_PROBLEM DETAILS_
Go through the records below and copy out every line holding "nodes".

_DATA SUPPLIED_
§

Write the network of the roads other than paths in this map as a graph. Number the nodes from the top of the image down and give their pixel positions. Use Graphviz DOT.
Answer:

§

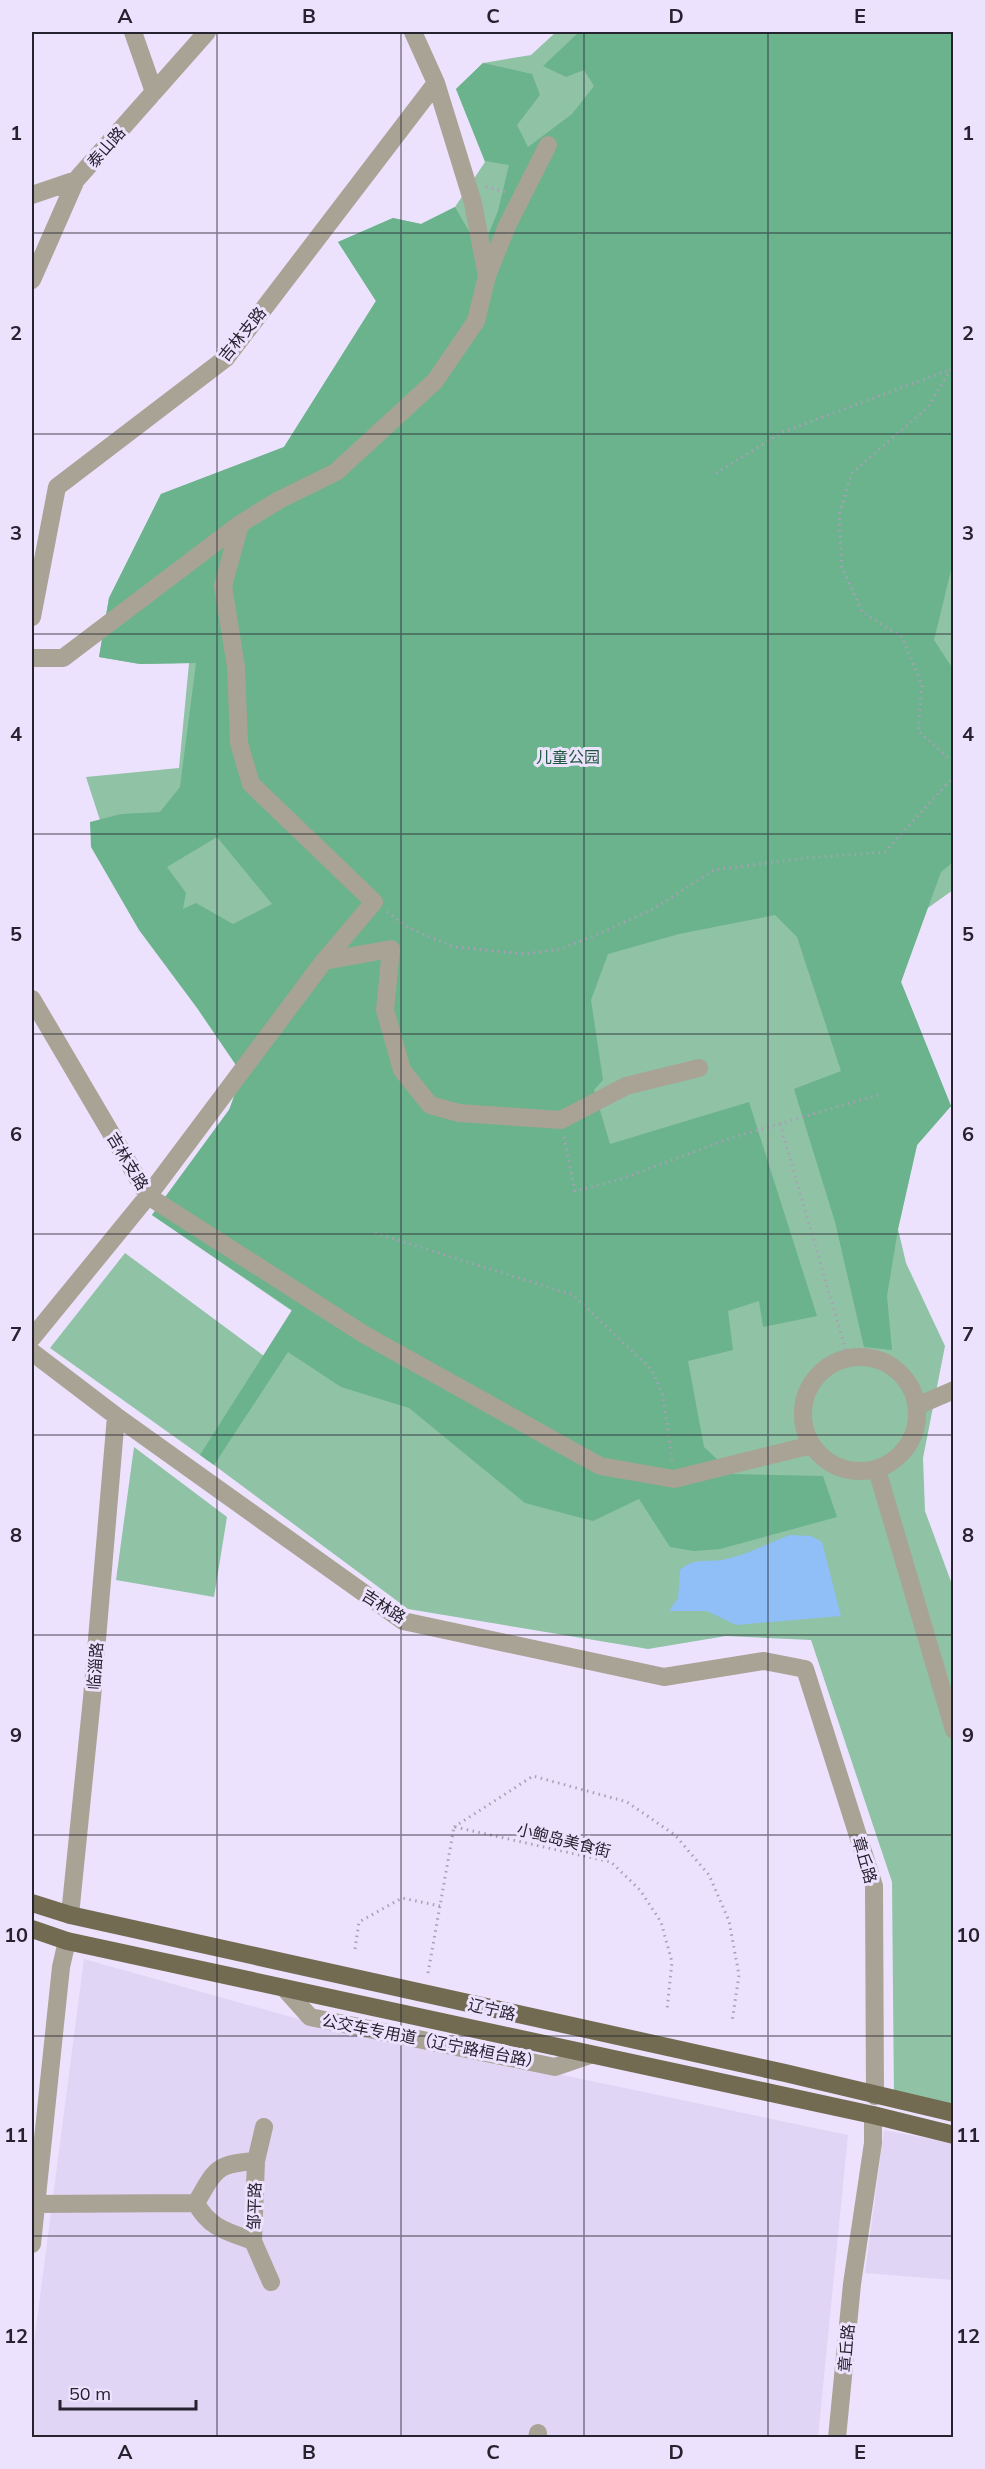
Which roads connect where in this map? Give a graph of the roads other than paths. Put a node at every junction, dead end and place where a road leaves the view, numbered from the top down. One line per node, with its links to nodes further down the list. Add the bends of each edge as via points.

§

_EXERCISE ANSWER_
Write the network of the roads other than paths in this map as a graph. Number the nodes from the top of the image down and give their pixel positions. Use Graphviz DOT.
Which roads connect where in this map? Give a graph of the roads other than paths. Put a node at every junction, dead end and place where a road leaves the view, numbered from the top down. One line per node, with its links to nodes further down the list. Add the bends of each edge as via points.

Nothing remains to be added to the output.